(Data for the task):

■ ■ ■ ■ ■

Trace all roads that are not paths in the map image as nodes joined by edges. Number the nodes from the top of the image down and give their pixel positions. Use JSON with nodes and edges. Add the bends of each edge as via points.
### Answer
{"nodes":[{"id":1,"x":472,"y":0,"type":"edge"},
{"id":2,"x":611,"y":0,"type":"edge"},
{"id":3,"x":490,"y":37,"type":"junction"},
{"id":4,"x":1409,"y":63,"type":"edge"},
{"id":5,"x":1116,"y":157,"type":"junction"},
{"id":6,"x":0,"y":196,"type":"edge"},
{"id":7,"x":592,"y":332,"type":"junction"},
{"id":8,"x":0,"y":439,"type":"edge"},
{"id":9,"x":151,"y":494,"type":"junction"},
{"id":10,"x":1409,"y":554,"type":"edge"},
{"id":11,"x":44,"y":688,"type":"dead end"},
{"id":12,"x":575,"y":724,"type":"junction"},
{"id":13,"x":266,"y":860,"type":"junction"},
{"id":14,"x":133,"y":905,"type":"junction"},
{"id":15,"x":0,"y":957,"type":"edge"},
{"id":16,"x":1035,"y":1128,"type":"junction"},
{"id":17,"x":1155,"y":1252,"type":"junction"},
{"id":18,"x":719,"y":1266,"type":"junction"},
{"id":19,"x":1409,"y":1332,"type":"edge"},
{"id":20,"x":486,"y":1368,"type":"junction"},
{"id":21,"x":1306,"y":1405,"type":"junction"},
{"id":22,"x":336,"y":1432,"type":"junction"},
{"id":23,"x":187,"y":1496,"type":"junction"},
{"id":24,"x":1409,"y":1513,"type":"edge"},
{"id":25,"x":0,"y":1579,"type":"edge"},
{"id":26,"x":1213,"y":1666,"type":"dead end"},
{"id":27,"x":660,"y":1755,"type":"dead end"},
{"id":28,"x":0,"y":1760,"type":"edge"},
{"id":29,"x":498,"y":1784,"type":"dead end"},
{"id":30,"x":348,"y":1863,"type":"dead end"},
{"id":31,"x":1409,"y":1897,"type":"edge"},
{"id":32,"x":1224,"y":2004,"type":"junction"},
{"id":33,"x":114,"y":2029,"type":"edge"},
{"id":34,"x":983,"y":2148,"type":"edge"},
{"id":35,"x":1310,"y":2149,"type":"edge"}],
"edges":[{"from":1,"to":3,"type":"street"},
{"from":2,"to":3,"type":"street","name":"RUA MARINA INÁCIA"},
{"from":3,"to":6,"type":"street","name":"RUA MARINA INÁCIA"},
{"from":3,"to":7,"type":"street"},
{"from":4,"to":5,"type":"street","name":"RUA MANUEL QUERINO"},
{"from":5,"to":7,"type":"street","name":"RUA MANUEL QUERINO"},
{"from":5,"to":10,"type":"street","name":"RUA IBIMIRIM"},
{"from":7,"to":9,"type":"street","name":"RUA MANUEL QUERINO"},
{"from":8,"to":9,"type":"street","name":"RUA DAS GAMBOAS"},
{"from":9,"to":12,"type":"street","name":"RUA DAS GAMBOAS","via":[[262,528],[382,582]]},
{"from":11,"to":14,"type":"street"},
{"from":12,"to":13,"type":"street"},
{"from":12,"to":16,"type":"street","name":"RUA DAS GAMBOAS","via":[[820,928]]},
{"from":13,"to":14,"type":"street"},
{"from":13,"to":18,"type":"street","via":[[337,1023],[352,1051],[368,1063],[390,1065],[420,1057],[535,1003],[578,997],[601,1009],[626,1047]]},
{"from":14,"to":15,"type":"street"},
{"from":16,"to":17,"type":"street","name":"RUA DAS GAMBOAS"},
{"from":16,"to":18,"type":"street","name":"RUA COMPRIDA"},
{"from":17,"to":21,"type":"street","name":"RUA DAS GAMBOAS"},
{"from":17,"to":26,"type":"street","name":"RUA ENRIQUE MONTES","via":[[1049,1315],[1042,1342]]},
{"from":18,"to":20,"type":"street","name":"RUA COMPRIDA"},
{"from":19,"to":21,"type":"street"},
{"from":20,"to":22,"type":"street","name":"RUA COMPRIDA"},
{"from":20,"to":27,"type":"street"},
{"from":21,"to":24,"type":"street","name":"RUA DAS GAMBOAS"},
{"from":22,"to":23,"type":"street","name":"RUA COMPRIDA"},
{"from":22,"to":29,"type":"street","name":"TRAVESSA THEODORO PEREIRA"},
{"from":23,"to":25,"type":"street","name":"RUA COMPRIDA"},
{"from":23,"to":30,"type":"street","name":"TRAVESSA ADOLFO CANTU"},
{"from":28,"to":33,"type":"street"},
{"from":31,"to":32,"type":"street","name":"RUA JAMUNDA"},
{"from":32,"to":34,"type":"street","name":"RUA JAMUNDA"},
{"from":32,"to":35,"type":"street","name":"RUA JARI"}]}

■ ■ ■ ■ ■

(What is expected): Full repetition needed. Write out every entry above exactly as given.

(Answer box):
Trace all roads that are not paths in the map image as nodes joined by edges. Number the nodes from the top of the image down and give their pixel positions. Use JSON with nodes and edges. Add the bends of each edge as via points.
### Answer
{"nodes":[{"id":1,"x":472,"y":0,"type":"edge"},
{"id":2,"x":611,"y":0,"type":"edge"},
{"id":3,"x":490,"y":37,"type":"junction"},
{"id":4,"x":1409,"y":63,"type":"edge"},
{"id":5,"x":1116,"y":157,"type":"junction"},
{"id":6,"x":0,"y":196,"type":"edge"},
{"id":7,"x":592,"y":332,"type":"junction"},
{"id":8,"x":0,"y":439,"type":"edge"},
{"id":9,"x":151,"y":494,"type":"junction"},
{"id":10,"x":1409,"y":554,"type":"edge"},
{"id":11,"x":44,"y":688,"type":"dead end"},
{"id":12,"x":575,"y":724,"type":"junction"},
{"id":13,"x":266,"y":860,"type":"junction"},
{"id":14,"x":133,"y":905,"type":"junction"},
{"id":15,"x":0,"y":957,"type":"edge"},
{"id":16,"x":1035,"y":1128,"type":"junction"},
{"id":17,"x":1155,"y":1252,"type":"junction"},
{"id":18,"x":719,"y":1266,"type":"junction"},
{"id":19,"x":1409,"y":1332,"type":"edge"},
{"id":20,"x":486,"y":1368,"type":"junction"},
{"id":21,"x":1306,"y":1405,"type":"junction"},
{"id":22,"x":336,"y":1432,"type":"junction"},
{"id":23,"x":187,"y":1496,"type":"junction"},
{"id":24,"x":1409,"y":1513,"type":"edge"},
{"id":25,"x":0,"y":1579,"type":"edge"},
{"id":26,"x":1213,"y":1666,"type":"dead end"},
{"id":27,"x":660,"y":1755,"type":"dead end"},
{"id":28,"x":0,"y":1760,"type":"edge"},
{"id":29,"x":498,"y":1784,"type":"dead end"},
{"id":30,"x":348,"y":1863,"type":"dead end"},
{"id":31,"x":1409,"y":1897,"type":"edge"},
{"id":32,"x":1224,"y":2004,"type":"junction"},
{"id":33,"x":114,"y":2029,"type":"edge"},
{"id":34,"x":983,"y":2148,"type":"edge"},
{"id":35,"x":1310,"y":2149,"type":"edge"}],
"edges":[{"from":1,"to":3,"type":"street"},
{"from":2,"to":3,"type":"street","name":"RUA MARINA INÁCIA"},
{"from":3,"to":6,"type":"street","name":"RUA MARINA INÁCIA"},
{"from":3,"to":7,"type":"street"},
{"from":4,"to":5,"type":"street","name":"RUA MANUEL QUERINO"},
{"from":5,"to":7,"type":"street","name":"RUA MANUEL QUERINO"},
{"from":5,"to":10,"type":"street","name":"RUA IBIMIRIM"},
{"from":7,"to":9,"type":"street","name":"RUA MANUEL QUERINO"},
{"from":8,"to":9,"type":"street","name":"RUA DAS GAMBOAS"},
{"from":9,"to":12,"type":"street","name":"RUA DAS GAMBOAS","via":[[262,528],[382,582]]},
{"from":11,"to":14,"type":"street"},
{"from":12,"to":13,"type":"street"},
{"from":12,"to":16,"type":"street","name":"RUA DAS GAMBOAS","via":[[820,928]]},
{"from":13,"to":14,"type":"street"},
{"from":13,"to":18,"type":"street","via":[[337,1023],[352,1051],[368,1063],[390,1065],[420,1057],[535,1003],[578,997],[601,1009],[626,1047]]},
{"from":14,"to":15,"type":"street"},
{"from":16,"to":17,"type":"street","name":"RUA DAS GAMBOAS"},
{"from":16,"to":18,"type":"street","name":"RUA COMPRIDA"},
{"from":17,"to":21,"type":"street","name":"RUA DAS GAMBOAS"},
{"from":17,"to":26,"type":"street","name":"RUA ENRIQUE MONTES","via":[[1049,1315],[1042,1342]]},
{"from":18,"to":20,"type":"street","name":"RUA COMPRIDA"},
{"from":19,"to":21,"type":"street"},
{"from":20,"to":22,"type":"street","name":"RUA COMPRIDA"},
{"from":20,"to":27,"type":"street"},
{"from":21,"to":24,"type":"street","name":"RUA DAS GAMBOAS"},
{"from":22,"to":23,"type":"street","name":"RUA COMPRIDA"},
{"from":22,"to":29,"type":"street","name":"TRAVESSA THEODORO PEREIRA"},
{"from":23,"to":25,"type":"street","name":"RUA COMPRIDA"},
{"from":23,"to":30,"type":"street","name":"TRAVESSA ADOLFO CANTU"},
{"from":28,"to":33,"type":"street"},
{"from":31,"to":32,"type":"street","name":"RUA JAMUNDA"},
{"from":32,"to":34,"type":"street","name":"RUA JAMUNDA"},
{"from":32,"to":35,"type":"street","name":"RUA JARI"}]}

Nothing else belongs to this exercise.